UNE CASCADE d'appréciations erronées semble être
à l'origine du terrible voyage effectué, le 1er janvier
au petit matin, par quelque 600 passagers livrés à la
vindicte d'une centaine de jeunes à bord du train express régional
17430. Hier en début de soirée, le ministre de l'Intérieur,
Nicolas Sarkozy, a ainsi convoqué le président de la SNCF,
Louis Gallois, pour déplorer «le manque de communication»

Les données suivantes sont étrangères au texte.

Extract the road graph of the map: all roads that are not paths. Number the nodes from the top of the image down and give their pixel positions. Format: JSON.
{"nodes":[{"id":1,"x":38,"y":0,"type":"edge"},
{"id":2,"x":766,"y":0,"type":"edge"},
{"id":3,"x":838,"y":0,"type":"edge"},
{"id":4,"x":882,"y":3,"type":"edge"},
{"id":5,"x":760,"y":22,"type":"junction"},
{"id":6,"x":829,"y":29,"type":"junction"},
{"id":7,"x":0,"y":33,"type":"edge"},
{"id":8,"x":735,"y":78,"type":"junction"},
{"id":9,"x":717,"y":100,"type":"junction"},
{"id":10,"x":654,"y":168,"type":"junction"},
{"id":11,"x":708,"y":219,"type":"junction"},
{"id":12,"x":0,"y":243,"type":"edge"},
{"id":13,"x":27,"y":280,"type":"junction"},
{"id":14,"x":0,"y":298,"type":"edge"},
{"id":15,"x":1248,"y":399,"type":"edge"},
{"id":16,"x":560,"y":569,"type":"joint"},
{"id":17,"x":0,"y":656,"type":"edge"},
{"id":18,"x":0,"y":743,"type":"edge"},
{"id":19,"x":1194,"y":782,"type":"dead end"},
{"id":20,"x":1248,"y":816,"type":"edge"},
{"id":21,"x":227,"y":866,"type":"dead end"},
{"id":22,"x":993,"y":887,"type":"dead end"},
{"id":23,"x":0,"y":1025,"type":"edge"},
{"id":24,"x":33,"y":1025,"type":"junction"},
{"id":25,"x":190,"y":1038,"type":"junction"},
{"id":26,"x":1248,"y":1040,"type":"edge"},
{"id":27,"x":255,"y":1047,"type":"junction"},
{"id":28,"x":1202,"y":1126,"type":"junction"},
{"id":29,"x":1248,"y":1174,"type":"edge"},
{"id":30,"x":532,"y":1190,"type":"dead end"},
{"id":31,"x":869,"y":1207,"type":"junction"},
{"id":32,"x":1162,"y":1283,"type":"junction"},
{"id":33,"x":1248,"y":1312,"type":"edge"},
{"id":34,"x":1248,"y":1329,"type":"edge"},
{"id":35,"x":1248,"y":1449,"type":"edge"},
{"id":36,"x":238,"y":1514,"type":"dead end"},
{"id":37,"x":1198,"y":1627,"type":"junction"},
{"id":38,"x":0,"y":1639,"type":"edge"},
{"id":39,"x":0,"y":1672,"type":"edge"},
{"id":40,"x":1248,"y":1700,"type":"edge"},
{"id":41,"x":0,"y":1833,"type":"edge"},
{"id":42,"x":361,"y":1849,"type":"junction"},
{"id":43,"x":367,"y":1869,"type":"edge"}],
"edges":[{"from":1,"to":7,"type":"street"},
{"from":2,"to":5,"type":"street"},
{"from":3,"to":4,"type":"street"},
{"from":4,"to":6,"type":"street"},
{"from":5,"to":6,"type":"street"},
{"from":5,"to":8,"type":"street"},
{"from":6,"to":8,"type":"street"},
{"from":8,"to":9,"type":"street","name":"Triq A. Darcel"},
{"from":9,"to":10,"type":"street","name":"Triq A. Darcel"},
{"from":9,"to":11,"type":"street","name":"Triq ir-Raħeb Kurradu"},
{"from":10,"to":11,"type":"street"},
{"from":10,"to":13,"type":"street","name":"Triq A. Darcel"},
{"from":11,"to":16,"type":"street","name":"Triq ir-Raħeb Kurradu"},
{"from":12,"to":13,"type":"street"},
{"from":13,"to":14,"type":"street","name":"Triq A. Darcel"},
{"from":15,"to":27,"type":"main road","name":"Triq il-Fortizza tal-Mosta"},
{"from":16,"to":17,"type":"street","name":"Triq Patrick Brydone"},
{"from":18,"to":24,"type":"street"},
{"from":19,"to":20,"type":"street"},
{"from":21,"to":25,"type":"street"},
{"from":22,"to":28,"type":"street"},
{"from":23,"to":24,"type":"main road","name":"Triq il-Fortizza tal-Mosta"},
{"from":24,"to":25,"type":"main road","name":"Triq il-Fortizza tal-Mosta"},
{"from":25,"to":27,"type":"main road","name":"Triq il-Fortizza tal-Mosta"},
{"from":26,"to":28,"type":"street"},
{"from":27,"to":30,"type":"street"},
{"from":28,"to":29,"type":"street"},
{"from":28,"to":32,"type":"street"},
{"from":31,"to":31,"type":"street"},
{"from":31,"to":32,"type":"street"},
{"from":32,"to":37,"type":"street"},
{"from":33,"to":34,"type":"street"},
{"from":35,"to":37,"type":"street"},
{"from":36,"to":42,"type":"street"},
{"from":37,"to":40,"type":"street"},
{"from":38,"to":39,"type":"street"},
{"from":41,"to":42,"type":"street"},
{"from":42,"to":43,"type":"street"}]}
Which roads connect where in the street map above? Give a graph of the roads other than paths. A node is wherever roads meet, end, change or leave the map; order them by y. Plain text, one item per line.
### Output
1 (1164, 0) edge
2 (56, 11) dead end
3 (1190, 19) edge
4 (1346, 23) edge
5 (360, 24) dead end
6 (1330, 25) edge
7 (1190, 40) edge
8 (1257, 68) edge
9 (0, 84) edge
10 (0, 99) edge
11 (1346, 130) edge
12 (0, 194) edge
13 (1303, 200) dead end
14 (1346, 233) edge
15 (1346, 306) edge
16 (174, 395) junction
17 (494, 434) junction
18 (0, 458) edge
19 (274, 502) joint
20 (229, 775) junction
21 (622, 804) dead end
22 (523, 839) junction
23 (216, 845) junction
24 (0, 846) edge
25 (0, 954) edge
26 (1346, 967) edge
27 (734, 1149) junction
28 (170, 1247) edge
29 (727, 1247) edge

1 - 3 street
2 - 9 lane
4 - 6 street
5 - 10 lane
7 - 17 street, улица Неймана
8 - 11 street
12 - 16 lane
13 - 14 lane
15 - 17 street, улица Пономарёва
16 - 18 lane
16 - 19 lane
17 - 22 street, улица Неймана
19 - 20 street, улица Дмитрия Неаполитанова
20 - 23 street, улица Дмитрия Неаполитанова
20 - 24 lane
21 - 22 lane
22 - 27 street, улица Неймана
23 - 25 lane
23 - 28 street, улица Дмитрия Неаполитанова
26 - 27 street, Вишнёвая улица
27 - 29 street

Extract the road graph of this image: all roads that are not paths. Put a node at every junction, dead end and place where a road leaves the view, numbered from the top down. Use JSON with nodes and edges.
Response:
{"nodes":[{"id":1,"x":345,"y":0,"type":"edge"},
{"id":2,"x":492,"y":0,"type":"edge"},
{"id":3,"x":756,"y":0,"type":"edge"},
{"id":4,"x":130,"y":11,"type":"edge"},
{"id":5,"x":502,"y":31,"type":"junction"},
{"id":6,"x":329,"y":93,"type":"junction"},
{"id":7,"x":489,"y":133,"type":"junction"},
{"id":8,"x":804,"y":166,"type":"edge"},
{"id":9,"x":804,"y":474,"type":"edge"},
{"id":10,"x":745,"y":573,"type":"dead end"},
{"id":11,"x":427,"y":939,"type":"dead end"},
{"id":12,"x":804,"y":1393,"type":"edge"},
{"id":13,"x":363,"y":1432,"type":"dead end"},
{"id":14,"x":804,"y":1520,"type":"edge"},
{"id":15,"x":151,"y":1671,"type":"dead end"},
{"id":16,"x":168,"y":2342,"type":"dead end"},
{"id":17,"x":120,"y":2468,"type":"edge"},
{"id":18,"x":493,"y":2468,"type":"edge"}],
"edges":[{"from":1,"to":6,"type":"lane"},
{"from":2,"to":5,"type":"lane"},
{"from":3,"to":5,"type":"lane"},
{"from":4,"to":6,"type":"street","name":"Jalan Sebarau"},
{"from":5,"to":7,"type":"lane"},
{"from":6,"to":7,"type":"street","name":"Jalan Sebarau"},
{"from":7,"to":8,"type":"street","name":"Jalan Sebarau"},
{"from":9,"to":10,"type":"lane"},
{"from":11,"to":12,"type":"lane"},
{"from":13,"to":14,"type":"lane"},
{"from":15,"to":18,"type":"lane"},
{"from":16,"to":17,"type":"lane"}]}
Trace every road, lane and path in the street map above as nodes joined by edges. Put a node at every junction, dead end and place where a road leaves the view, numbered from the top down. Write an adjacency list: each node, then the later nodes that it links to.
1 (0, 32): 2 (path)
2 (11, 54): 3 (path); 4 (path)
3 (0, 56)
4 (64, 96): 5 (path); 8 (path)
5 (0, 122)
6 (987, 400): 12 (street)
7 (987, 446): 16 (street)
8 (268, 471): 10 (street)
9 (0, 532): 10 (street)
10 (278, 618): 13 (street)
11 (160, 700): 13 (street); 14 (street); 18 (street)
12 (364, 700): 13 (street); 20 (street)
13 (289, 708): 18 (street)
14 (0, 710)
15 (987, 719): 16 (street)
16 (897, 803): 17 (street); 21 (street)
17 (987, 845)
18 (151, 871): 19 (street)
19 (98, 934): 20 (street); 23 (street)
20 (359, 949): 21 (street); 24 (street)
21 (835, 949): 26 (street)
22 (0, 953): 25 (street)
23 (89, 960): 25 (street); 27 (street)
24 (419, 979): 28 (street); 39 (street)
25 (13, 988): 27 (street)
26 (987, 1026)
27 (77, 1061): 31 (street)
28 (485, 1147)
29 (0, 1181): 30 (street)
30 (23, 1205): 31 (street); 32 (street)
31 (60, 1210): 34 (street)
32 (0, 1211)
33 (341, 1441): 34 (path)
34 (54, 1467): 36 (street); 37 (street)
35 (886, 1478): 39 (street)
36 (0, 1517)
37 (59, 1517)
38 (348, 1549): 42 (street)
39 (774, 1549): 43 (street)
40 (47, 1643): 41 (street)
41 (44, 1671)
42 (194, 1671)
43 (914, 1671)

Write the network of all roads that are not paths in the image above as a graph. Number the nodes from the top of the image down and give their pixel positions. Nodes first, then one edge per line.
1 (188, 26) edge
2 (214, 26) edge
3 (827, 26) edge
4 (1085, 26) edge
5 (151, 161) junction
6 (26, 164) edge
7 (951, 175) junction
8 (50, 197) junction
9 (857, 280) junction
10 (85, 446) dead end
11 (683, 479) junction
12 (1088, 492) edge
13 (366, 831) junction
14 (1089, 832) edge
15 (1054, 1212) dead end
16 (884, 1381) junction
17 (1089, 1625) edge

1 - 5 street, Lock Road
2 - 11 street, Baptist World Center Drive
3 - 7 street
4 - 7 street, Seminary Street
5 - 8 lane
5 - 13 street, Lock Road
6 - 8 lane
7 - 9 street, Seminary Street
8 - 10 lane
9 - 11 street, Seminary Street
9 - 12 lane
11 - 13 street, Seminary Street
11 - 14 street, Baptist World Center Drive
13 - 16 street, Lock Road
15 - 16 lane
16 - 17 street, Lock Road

pratiqué par le transporteur. Dans le même temps, la police
nationale envisageait d'ouvrir une enquête administrative afin
de cerner d'éventuelles défaillances survenues, ce dimanche,
dans le maintien de la sécurité publique entre Nice et
Marseille.
«Excités
et visiblement très éméchés»
C'est en gare de Nice, la veille au soir, que s'est noué le sort
du convoi lorsque plus d'une centaine de jeunes, selon les forces de
l'ordre, sont arrivés de Marseille, «excités et
visiblement très éméchés». Aussitôt,
une centaine de gendarmes mobiles et de policiers du groupement d'intervention
de la police nationale et de la compagnie départementale d'intervention
sont intervenus pour procéder à la fouille et au contrôle
de 70 personnes. «A cet instant, nous avons placé les 22
plus dangereux en garde à vue pour les mettre hors d'état
de nuire jusqu'au lendemain et nous avons décidé de surveiller
les autres pour qu'ils ne fassent pas de bêtise, détaille
un policier. Cela fait, nous avons encore vérifié qu'ils
étaient calmés avant de les laisser monter dans le train
du retour, le lendemain à six heures.»
Lorsque le train démarre, ce dimanche matin, une trentaine de
policiers et de gendarmes assistent à l'embarquement des voyageurs.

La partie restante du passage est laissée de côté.